For policy dialogue with multilaterals (UNESCO, BID, OEI, CAF), the cross-walk lets Atana propose evidence-based contributions in framework-native language. When UNESCO's Sustainable Development Goals monitoring asks "what data does Brazil have on cultural and creative ecosystem participation?" Atana can answer with a specific cell in the matrix above rather than with a tour of available data sources. The 2025 framework's adoption by national governments will be uneven; corpus-aware researchers who can speak both framework-language and national-data-language are positioned to translate between them.
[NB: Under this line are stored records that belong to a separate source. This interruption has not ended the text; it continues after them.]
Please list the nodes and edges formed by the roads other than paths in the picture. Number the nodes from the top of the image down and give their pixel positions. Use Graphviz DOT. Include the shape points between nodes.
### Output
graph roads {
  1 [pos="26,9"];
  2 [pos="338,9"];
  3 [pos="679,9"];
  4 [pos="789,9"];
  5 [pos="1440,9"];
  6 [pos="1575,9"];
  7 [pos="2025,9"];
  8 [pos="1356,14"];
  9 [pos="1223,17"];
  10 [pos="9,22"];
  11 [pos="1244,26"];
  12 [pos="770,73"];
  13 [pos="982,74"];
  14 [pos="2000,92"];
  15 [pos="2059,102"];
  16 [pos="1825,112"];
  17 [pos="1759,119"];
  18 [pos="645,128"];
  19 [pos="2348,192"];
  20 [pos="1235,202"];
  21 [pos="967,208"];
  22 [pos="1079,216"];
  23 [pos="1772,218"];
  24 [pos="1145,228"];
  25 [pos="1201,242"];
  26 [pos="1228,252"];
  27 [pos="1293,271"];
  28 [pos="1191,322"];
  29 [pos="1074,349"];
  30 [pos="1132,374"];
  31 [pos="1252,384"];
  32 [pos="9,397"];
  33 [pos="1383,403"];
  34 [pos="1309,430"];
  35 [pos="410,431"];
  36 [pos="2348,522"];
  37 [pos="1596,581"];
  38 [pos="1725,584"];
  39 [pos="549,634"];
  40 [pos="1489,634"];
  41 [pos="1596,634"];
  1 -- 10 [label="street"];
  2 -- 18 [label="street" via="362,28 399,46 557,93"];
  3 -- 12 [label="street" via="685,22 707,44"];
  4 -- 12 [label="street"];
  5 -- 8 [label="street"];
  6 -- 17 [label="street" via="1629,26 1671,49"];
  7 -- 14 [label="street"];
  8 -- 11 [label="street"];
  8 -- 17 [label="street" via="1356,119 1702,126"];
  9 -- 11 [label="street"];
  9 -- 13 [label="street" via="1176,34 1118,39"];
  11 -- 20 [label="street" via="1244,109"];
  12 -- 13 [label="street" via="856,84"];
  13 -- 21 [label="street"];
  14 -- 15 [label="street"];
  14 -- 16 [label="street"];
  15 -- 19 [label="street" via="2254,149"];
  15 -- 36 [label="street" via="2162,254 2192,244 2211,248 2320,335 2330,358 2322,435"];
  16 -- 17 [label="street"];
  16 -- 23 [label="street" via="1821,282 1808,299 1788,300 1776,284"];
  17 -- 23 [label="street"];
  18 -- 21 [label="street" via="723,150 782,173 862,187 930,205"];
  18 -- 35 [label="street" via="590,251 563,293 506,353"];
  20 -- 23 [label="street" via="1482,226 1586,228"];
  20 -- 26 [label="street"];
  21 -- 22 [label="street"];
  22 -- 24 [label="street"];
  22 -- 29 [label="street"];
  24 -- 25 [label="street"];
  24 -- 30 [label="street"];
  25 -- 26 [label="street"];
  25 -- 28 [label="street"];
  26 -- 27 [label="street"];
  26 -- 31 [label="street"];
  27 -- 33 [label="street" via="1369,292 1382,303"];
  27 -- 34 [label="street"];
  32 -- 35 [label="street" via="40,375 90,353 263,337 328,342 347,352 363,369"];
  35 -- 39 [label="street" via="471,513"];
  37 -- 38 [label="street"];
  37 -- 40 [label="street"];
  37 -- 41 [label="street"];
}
For research collaborations (FGV-EAESP, USP, IPEA, ENCATC member institutions, regional cultural observatories), the cross-walk identifies where collaboration adds value. An Atana-FGV co-authorship on the H1 causal paper, for example, would draw on RAIS records that fill the RAIS column of the matrix; a partnership with a heritage-focused institution would fill the Preservation/Transmission stage gaps. The cross-walk lets potential collaborators see the corpus's structure at a glance rather than having to investigate source-by-source.
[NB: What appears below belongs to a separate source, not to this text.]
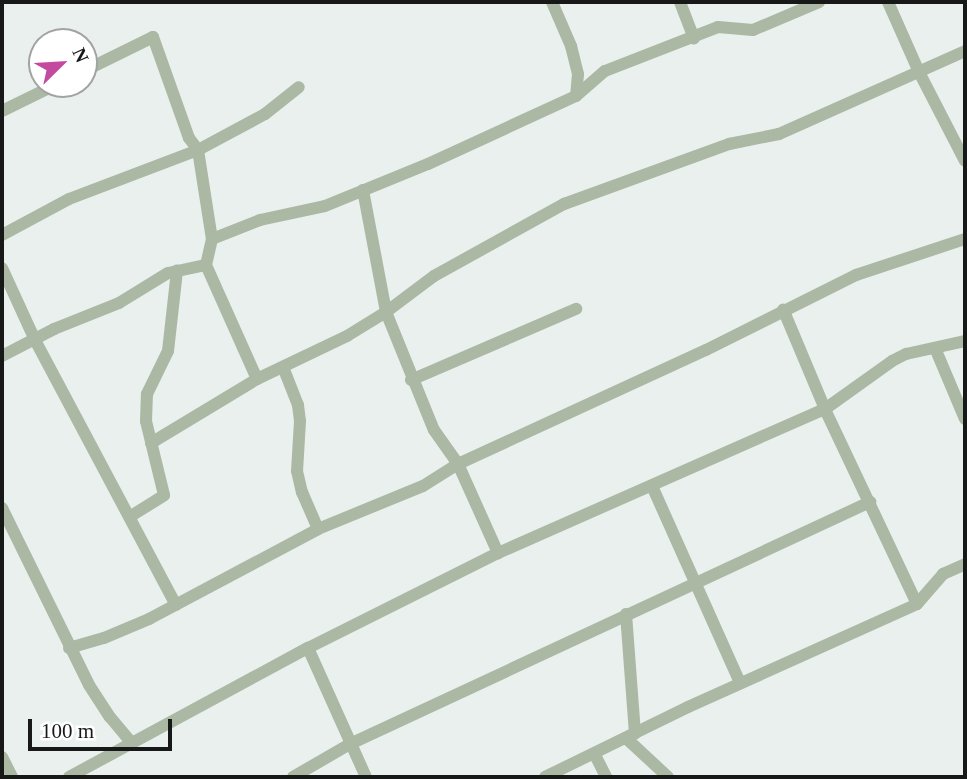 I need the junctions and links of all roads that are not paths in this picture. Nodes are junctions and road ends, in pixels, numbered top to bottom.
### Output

For client engagements (ministries, foundations, multilaterals procuring cultural-sector analytical work), the cross-walk anchors Atana's service offerings in the 2025 framework. The five productized Atana offerings (AI Exposure Diagnostic, Creative Workforce Equity Audit, Public Funding Architecture Review, Creative Trade Positioning Brief, AI Readiness Workshop & Roadmap) all operate on subsets of the matrix and can be presented as framework-aligned diagnostics. This is the subject of the companion Atana FCS Consulting Playbook (forthcoming).


Next steps

This cross-walk will be revised on the following triggers. When IBGE announces a SIIC migration to the 2025 framework, the cross-walk's CNAE and CBO references will need re-mapping to whatever new classification IBGE adopts. When Atana adds sources to the corpus, the matrix will gain rows. When UNESCO publishes the next revision of Part II (planned roughly every five years to track ISIC and ISCO revision cycles), the framework column structure may shift. The latest version of this note will always live at notes/atana_note_2025_fcs_crosswalk.md in the project repository and at atana.studio/notes/05/ once deployed.

A companion piece, the Atana FCS Consulting Playbook, translates this cross-walk into operational client-engagement structure. It is being drafted in parallel with this note and will live at notes/atana_fcs_consulting_playbook.md.